Двое молодых людей крепко пожали друг другу руки, потом Роджер пришпорил лошадь и быстро поскакал дальше.
Было около половины десятого, и уже совсем стемнело. Совещание назначили на десять, и Роджер сомневался, что сможет успеть за полчаса. Его беспокоило не то, что маркиз будет сердит на него за опоздание, а что совещание может оказаться кратким и решение примут до его прибытия. В стремлении наверстать время, упущенное из-за отказа де Келюса драться, он безжалостно вонзал шпоры в бока лошади.
Несмотря на полумрак, Роджер быстро миновал окраины Парижа и не щадил измученное животное даже на мощеных улицах. Часы на церкви били четверть одиннадцатого, когда он проезжал Тюильри. Спустя пять минут Роджер проскакал мимо длинной вереницы карет, стоявших у особняка Рошамбо, и свернул во двор.
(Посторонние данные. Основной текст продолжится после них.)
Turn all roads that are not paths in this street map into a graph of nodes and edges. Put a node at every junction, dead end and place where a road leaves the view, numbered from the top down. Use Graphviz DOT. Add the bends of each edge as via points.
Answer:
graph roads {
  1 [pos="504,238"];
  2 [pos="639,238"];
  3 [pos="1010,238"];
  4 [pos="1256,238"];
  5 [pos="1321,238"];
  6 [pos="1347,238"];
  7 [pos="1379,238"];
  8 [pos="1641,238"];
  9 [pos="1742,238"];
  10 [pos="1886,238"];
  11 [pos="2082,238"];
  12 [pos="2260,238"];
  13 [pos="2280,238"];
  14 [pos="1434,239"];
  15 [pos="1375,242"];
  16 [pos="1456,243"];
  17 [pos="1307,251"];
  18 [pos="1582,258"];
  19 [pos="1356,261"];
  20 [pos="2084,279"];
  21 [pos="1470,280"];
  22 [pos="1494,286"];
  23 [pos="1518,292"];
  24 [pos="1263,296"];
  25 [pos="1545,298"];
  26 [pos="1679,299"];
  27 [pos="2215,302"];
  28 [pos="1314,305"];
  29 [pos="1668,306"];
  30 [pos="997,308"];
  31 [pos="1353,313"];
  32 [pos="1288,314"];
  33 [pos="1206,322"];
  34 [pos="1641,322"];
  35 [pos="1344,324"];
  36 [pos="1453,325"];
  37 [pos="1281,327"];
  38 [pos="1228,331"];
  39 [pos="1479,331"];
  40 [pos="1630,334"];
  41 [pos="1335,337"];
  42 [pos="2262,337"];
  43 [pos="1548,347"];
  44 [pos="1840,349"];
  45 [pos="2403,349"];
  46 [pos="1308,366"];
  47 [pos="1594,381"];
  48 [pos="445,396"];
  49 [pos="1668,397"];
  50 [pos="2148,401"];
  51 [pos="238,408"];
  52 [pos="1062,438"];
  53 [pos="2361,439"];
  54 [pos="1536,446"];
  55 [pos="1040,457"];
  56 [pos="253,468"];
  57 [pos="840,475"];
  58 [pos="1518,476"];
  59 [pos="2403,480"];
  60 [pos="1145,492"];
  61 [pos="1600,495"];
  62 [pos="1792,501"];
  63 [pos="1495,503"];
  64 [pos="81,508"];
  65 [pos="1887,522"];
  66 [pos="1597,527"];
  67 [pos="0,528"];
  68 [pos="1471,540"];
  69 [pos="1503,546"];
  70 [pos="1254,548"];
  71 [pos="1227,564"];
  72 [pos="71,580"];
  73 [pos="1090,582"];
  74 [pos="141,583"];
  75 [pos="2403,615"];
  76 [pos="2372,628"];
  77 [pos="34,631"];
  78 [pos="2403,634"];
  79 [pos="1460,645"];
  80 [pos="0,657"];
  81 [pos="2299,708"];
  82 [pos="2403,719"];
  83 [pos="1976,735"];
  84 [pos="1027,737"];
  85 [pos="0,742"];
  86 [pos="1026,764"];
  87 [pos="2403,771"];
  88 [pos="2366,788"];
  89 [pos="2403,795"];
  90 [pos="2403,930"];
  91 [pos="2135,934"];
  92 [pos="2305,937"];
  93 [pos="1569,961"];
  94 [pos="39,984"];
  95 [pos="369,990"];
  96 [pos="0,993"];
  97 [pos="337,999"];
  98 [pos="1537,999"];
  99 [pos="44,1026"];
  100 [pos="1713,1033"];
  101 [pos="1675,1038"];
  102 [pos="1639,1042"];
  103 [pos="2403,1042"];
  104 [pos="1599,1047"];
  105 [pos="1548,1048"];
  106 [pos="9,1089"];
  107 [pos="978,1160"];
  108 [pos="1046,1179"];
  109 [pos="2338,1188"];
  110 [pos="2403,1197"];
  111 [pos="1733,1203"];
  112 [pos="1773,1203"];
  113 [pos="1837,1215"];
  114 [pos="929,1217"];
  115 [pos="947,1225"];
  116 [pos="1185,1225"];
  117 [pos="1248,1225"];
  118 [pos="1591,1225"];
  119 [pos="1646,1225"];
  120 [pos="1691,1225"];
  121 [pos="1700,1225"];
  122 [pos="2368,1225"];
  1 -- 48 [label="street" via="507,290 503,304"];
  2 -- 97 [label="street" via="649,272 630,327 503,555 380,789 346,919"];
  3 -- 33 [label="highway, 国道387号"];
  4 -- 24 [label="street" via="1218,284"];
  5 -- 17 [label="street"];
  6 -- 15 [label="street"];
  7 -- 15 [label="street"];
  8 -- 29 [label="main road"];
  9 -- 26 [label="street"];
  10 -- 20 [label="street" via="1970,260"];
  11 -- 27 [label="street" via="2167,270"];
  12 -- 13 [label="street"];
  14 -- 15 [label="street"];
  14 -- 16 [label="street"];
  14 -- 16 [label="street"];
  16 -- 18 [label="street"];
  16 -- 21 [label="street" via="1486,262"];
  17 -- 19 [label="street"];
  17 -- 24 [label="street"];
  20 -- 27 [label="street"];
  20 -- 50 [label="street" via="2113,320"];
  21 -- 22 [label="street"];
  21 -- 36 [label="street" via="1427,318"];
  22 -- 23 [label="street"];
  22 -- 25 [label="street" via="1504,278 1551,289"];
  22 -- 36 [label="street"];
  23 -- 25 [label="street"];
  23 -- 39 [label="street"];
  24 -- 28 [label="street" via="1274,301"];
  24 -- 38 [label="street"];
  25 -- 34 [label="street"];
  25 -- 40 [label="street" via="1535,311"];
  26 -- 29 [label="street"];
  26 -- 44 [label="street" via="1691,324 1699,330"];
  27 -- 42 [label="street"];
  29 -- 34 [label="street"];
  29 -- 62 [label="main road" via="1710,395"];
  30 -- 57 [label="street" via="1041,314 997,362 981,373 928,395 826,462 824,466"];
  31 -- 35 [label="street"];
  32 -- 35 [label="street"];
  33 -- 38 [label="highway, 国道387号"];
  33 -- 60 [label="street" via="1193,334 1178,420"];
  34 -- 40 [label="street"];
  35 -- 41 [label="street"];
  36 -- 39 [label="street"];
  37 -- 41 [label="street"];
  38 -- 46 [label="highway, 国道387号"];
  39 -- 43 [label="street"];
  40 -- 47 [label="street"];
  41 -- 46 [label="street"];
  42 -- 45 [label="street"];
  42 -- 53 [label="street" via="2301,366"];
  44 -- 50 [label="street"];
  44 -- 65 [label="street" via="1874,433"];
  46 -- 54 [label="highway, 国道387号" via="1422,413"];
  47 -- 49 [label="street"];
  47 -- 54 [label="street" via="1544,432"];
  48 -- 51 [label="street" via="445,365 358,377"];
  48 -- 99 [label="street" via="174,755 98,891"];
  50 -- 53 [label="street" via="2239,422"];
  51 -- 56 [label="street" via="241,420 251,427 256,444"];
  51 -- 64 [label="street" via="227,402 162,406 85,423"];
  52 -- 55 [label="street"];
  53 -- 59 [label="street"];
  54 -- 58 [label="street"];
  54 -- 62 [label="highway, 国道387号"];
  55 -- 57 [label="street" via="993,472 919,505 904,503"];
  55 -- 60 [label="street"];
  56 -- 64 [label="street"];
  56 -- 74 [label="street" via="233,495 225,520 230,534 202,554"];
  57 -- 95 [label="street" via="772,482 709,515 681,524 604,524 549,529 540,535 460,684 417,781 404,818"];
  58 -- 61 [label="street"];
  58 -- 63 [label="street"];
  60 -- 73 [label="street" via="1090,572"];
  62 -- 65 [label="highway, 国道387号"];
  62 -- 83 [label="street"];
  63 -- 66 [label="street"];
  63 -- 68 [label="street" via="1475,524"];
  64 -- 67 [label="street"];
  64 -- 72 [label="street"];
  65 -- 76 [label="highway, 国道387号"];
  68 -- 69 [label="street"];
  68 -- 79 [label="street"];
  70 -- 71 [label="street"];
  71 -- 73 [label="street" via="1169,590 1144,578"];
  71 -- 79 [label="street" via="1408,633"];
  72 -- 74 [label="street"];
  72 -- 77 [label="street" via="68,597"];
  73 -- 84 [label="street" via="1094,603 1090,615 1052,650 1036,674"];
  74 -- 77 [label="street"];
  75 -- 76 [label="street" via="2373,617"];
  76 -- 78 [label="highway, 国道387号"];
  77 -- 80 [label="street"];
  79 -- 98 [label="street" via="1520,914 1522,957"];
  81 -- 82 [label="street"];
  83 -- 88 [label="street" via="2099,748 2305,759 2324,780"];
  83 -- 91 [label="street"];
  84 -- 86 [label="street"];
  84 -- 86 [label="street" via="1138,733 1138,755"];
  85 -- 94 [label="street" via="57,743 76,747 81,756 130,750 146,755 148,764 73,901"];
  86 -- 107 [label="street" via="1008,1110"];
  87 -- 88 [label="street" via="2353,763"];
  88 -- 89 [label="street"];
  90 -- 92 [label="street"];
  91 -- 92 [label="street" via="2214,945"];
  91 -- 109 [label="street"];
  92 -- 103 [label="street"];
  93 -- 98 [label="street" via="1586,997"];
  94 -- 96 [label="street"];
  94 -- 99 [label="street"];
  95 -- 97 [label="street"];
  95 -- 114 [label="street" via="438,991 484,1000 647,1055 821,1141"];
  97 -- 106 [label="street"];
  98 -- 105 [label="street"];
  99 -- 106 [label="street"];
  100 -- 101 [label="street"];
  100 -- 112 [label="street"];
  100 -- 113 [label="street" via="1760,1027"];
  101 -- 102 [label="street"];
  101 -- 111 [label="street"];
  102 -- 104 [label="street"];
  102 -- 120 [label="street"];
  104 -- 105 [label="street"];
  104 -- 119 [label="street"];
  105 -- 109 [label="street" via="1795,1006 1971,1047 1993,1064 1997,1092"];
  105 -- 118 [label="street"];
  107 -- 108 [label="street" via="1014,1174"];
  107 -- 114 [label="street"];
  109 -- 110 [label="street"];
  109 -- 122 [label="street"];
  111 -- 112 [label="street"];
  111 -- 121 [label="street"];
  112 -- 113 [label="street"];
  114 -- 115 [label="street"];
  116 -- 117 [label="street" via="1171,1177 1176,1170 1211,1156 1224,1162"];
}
Спрыгнув с взмыленной лошади, он бросил поводья конюху, выбежавшему на стук копыт, и помчался к входу в особняк.
Когда Роджер добрался до двери, его поразила внезапная мысль. Было слишком поздно подниматься в свою комнату и приводить себя в порядок перед собранием, как он планировал вначале, и хотя все это можно было проделать внизу, Роджер не мог появиться перед маркизом при шпаге. Быстро отстегнув оружие, он прислонил его к каменной стене в темном углу, где его было легко подобрать на обратном пути.
Когда Роджер вошел в холл, двое дежурных лакеев испуганно вскрикнули при виде крови на его лице, но он пробормотал, что это пустяки, и быстро нырнул в туалетную комнату. Вымыв лицо и руки и причесав волосы, Роджер попросил одного из слуг наскоро почистить его одежду и помчался наверх.
В своем рабочем кабинете он обнаружил Пентандра, обуреваемого дурными предчувствиями на его счет. Маркиз пребывал в бешенстве из-за исчезновения Роджера и велел Пентандру приготовить стол для совещания, но ответил отказом на его предложение вести протокол.
В качестве простейшего объяснения своего опоздания, ушиба на лбу и дыры на плече, проделанной в ткани шпагой де Келюса, Роджер заявил, что на него напали разбойники, и осведомился:
– Уже все прибыли? Давно началось собрание?
– Не более четверти часа, – ответил Пентандр. – Большинство прибыло еще до десяти, но архиепископ Тулузский немного опоздал.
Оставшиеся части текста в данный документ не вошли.